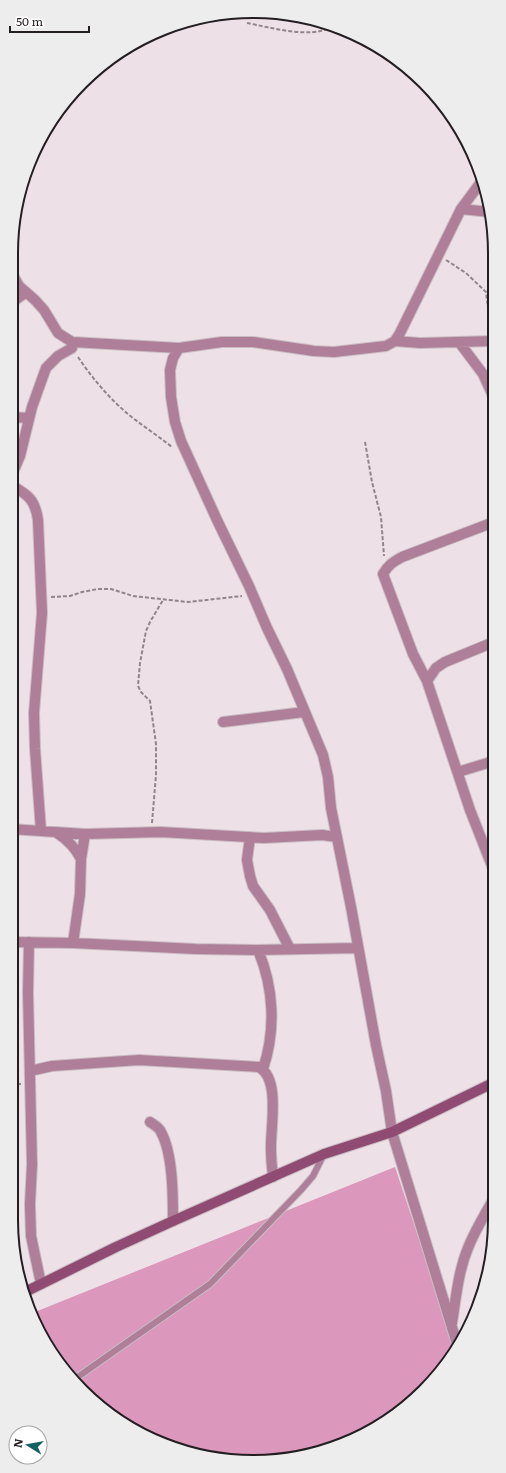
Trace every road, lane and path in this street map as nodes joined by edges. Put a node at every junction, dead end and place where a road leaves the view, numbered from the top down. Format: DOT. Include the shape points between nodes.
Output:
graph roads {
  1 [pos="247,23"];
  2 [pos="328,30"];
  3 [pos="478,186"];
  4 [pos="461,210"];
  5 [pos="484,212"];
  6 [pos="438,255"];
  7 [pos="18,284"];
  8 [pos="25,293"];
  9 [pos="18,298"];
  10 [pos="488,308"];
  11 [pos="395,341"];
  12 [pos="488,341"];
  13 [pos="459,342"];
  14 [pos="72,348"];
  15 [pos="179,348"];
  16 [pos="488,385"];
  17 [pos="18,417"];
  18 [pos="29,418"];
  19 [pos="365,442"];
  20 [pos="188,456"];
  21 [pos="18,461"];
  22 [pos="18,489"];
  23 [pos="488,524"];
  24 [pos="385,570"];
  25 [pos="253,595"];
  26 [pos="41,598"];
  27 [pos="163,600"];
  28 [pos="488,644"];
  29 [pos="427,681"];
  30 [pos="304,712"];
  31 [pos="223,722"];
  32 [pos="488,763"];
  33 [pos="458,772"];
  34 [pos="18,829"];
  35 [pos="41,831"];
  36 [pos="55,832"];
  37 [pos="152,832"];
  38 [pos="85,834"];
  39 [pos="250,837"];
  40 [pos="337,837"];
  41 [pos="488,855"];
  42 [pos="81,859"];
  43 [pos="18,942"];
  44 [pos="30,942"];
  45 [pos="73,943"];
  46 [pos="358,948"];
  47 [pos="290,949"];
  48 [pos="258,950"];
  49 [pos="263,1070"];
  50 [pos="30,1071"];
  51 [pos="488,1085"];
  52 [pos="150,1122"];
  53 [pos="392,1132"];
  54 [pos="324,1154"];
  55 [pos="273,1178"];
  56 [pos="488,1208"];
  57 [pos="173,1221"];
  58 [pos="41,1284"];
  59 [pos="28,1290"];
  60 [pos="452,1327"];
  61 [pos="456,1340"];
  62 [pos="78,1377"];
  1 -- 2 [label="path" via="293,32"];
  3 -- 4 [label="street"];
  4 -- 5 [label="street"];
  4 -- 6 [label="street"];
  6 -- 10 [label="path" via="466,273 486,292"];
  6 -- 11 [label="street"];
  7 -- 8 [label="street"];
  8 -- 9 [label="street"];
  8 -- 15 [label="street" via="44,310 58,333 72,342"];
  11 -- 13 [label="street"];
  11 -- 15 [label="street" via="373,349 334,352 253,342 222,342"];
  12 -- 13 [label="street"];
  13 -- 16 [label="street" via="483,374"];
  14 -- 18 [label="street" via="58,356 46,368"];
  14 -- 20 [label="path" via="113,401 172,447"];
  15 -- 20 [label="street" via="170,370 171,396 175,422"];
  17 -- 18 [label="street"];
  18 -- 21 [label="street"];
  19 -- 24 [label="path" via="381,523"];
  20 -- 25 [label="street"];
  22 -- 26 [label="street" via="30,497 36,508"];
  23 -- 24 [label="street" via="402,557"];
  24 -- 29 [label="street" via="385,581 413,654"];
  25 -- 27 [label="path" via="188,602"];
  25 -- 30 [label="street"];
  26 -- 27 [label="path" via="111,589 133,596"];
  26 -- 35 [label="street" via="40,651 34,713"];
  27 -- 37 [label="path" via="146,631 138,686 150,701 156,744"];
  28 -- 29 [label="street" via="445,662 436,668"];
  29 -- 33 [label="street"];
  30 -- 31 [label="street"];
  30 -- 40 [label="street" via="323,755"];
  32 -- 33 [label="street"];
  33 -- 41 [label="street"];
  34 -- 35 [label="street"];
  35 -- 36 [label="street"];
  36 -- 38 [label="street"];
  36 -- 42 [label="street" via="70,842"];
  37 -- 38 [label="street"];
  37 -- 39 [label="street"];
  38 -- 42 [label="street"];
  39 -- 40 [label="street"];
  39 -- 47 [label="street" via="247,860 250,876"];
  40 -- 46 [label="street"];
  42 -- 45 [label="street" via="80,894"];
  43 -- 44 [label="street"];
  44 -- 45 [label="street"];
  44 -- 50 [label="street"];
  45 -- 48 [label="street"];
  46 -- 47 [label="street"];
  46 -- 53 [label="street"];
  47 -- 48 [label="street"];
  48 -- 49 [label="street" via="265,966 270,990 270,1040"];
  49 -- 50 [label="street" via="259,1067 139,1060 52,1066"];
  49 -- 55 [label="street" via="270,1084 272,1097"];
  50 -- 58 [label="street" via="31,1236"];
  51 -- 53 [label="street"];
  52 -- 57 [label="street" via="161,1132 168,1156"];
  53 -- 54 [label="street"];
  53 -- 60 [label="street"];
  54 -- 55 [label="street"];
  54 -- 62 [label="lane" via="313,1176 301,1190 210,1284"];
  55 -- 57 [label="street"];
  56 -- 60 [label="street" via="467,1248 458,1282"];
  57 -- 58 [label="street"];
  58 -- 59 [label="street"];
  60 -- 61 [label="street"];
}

▸ ASSIGNED TASK
Extract every line above containing the word "path".

▸ TASK RESULT
Trace every road, lane and path in this street map as nodes joined by edges. Put a node at every junction, dead end and place where a road leaves the view, numbered from the top down. Format: DOT. Include the shape points between nodes.
  1 -- 2 [label="path" via="293,32"];
  6 -- 10 [label="path" via="466,273 486,292"];
  14 -- 20 [label="path" via="113,401 172,447"];
  19 -- 24 [label="path" via="381,523"];
  25 -- 27 [label="path" via="188,602"];
  26 -- 27 [label="path" via="111,589 133,596"];
  27 -- 37 [label="path" via="146,631 138,686 150,701 156,744"];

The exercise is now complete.